What this task involves: Among the entries below, tally each line in which the word "list" is found, then state the tally alone.
##### Extracted records
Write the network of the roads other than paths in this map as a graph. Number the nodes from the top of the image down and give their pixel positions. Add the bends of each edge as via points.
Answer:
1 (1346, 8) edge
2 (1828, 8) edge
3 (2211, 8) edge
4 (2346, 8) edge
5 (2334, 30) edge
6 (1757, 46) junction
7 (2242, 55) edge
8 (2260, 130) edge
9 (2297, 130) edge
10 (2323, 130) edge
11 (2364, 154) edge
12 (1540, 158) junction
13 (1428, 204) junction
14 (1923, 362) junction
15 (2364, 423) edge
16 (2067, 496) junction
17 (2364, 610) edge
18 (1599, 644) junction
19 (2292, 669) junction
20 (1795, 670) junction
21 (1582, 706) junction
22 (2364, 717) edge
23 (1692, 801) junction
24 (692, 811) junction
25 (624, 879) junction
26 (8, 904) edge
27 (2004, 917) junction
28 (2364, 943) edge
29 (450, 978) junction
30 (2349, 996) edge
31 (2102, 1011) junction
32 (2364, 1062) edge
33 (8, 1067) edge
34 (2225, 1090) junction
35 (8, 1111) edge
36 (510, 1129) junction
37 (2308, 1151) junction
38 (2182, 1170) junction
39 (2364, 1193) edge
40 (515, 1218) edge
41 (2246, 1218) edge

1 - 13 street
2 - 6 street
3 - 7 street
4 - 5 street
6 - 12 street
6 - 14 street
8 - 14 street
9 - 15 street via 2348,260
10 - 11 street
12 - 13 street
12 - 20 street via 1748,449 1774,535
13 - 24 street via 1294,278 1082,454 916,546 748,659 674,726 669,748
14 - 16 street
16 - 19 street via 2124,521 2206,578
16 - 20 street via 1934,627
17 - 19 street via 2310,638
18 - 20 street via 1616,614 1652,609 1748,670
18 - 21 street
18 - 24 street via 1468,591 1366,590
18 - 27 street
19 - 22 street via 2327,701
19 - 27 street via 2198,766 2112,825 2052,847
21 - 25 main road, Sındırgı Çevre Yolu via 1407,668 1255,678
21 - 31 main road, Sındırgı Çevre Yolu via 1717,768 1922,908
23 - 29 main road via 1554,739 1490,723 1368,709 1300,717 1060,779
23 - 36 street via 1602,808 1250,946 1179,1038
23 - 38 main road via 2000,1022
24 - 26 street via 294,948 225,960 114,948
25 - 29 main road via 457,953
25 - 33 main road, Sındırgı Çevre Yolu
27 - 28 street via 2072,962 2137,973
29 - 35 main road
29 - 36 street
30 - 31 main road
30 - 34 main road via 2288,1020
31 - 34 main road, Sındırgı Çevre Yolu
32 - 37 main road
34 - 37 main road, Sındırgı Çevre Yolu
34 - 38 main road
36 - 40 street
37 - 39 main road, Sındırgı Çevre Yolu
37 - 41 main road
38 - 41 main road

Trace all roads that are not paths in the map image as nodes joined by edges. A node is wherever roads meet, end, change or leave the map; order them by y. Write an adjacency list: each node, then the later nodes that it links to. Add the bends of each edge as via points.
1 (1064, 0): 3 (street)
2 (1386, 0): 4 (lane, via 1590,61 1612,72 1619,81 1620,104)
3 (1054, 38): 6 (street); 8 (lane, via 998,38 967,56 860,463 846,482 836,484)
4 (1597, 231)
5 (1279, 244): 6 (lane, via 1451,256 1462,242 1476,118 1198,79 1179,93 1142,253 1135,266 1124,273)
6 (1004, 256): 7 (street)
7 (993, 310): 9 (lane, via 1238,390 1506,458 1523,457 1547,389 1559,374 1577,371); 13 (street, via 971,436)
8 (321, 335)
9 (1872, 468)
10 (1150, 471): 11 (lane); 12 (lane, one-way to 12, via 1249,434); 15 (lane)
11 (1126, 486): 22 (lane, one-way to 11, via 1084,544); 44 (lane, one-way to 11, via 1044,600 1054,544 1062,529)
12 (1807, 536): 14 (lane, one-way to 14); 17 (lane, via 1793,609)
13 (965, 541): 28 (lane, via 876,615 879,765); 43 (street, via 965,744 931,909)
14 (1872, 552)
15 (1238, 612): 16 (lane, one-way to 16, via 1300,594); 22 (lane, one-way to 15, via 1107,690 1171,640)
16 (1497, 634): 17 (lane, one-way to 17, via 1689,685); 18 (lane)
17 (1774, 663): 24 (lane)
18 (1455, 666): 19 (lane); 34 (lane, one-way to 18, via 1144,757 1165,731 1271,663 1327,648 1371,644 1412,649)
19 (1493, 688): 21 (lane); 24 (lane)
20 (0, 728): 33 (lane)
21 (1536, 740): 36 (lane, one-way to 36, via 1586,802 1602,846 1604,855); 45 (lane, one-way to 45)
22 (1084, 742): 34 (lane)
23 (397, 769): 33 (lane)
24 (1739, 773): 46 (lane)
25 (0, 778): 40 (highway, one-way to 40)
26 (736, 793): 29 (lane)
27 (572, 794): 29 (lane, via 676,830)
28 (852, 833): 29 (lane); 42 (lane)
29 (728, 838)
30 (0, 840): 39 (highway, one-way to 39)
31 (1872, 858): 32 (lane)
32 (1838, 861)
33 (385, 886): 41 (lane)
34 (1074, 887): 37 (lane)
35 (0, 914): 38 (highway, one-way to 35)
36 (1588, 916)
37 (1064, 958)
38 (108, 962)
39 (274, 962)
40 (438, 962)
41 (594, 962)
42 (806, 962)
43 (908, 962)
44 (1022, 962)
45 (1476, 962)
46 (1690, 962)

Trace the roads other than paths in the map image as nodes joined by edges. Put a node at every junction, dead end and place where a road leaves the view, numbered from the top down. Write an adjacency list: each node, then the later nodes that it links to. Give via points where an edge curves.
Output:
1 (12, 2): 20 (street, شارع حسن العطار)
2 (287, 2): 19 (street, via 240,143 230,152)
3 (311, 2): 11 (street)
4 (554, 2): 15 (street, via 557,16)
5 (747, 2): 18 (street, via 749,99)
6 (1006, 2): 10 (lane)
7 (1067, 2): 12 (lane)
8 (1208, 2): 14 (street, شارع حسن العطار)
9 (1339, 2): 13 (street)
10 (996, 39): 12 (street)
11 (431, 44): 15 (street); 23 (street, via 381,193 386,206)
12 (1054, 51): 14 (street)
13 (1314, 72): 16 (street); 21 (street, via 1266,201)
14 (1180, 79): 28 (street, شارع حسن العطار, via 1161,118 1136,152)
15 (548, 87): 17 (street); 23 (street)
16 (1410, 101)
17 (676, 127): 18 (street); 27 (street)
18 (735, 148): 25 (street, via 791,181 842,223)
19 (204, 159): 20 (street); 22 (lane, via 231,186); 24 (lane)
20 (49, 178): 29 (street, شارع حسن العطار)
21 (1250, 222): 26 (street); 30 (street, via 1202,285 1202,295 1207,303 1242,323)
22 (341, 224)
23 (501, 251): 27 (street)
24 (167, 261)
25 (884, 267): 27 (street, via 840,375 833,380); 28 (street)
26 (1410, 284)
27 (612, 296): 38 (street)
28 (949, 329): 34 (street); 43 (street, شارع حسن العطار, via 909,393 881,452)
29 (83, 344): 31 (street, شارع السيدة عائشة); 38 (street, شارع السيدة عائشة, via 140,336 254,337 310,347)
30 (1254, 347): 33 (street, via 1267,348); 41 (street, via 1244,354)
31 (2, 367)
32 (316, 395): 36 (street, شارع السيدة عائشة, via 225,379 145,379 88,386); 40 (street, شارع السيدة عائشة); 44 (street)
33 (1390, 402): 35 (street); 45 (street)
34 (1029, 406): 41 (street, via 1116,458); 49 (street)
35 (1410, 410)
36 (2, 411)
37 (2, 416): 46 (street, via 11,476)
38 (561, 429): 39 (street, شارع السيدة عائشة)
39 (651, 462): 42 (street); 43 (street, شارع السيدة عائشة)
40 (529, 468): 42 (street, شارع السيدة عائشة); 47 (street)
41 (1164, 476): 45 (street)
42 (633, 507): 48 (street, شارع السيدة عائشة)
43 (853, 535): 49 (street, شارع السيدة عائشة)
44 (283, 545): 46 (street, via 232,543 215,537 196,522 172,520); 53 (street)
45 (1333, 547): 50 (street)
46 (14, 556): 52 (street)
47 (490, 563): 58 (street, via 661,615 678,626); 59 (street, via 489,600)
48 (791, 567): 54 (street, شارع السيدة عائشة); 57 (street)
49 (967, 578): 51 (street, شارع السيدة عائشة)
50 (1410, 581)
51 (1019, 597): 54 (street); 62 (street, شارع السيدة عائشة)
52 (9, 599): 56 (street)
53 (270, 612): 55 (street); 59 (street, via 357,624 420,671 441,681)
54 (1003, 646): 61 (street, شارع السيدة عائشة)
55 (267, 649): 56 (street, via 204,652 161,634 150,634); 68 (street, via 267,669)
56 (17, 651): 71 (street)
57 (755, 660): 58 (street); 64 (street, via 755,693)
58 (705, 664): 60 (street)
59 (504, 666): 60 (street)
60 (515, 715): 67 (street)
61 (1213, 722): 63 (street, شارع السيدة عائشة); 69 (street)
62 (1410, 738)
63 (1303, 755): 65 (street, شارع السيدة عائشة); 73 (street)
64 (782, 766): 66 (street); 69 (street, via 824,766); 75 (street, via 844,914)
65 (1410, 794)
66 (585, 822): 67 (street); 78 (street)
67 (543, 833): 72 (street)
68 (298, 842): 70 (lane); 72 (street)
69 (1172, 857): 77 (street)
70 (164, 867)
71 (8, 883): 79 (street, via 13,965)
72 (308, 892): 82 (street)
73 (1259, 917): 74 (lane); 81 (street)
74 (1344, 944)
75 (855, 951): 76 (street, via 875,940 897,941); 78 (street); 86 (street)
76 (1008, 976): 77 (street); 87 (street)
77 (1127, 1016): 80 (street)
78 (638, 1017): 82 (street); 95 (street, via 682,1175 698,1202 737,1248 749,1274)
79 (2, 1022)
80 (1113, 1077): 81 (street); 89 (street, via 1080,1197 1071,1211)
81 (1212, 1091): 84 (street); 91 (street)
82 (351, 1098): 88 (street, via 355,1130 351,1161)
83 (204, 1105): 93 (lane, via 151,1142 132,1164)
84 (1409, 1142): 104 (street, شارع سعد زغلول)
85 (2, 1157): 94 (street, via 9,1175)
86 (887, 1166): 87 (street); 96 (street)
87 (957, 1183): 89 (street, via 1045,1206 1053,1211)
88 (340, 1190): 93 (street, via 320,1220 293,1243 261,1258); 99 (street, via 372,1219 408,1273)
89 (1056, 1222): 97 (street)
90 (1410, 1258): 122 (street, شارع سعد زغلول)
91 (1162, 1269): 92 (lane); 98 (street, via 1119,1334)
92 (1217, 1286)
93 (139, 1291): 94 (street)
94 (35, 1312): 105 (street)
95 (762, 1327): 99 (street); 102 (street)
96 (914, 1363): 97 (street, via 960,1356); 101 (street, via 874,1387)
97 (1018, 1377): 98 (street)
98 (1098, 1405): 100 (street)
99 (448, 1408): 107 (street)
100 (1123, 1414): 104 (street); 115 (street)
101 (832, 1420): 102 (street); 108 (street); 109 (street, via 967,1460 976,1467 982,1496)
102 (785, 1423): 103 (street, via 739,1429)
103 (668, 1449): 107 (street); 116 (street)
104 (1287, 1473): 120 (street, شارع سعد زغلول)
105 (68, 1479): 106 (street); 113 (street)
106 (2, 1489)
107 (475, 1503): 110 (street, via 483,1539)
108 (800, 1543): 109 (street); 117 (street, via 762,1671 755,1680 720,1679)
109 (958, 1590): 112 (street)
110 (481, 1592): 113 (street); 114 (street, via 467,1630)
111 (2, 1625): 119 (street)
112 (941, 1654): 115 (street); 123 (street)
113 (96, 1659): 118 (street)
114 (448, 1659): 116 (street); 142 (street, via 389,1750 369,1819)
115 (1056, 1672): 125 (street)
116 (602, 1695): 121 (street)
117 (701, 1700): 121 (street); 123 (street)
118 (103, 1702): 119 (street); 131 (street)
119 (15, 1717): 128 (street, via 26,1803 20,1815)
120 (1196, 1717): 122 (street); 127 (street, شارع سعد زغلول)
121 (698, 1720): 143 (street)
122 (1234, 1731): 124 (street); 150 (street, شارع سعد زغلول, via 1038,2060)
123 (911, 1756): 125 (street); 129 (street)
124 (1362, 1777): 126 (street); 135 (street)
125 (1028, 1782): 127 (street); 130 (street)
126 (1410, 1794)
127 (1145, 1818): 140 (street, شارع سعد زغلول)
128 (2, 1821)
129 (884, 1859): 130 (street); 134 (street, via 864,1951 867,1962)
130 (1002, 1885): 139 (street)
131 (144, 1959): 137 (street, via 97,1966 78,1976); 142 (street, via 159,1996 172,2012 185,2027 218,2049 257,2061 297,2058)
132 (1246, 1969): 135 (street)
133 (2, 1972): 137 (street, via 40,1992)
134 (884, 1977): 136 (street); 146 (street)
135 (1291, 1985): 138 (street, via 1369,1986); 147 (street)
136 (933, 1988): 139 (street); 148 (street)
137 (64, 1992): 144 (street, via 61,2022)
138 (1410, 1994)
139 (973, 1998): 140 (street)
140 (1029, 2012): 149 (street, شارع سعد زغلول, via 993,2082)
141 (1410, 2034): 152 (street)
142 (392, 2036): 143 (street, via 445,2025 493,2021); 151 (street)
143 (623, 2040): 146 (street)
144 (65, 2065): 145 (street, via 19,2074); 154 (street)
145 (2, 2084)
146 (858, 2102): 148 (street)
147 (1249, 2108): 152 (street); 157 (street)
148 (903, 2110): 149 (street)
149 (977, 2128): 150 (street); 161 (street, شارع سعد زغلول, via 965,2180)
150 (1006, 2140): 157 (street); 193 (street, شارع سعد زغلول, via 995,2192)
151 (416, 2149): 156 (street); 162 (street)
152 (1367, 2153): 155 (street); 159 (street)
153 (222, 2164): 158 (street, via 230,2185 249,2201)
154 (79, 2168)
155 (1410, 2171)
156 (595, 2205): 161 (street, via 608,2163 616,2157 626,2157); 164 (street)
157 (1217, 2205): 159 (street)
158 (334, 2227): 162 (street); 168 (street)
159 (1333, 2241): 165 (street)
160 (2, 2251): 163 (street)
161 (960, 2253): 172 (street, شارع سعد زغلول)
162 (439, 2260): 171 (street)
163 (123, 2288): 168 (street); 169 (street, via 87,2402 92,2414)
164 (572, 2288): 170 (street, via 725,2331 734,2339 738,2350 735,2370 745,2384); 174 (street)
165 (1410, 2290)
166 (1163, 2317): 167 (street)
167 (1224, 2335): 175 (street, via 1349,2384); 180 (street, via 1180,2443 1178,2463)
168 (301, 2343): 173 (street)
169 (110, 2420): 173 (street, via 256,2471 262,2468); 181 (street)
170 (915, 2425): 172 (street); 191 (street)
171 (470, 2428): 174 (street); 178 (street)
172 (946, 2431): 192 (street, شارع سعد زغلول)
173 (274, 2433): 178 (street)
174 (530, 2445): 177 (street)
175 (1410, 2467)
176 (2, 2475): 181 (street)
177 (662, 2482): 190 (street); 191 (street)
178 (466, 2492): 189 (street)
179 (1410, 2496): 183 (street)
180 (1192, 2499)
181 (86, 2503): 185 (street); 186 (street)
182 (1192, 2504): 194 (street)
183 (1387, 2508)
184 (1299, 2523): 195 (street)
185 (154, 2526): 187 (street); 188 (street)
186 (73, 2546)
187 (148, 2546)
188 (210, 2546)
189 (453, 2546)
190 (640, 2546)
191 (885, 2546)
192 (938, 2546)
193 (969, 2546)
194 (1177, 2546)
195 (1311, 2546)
##########
Response: 2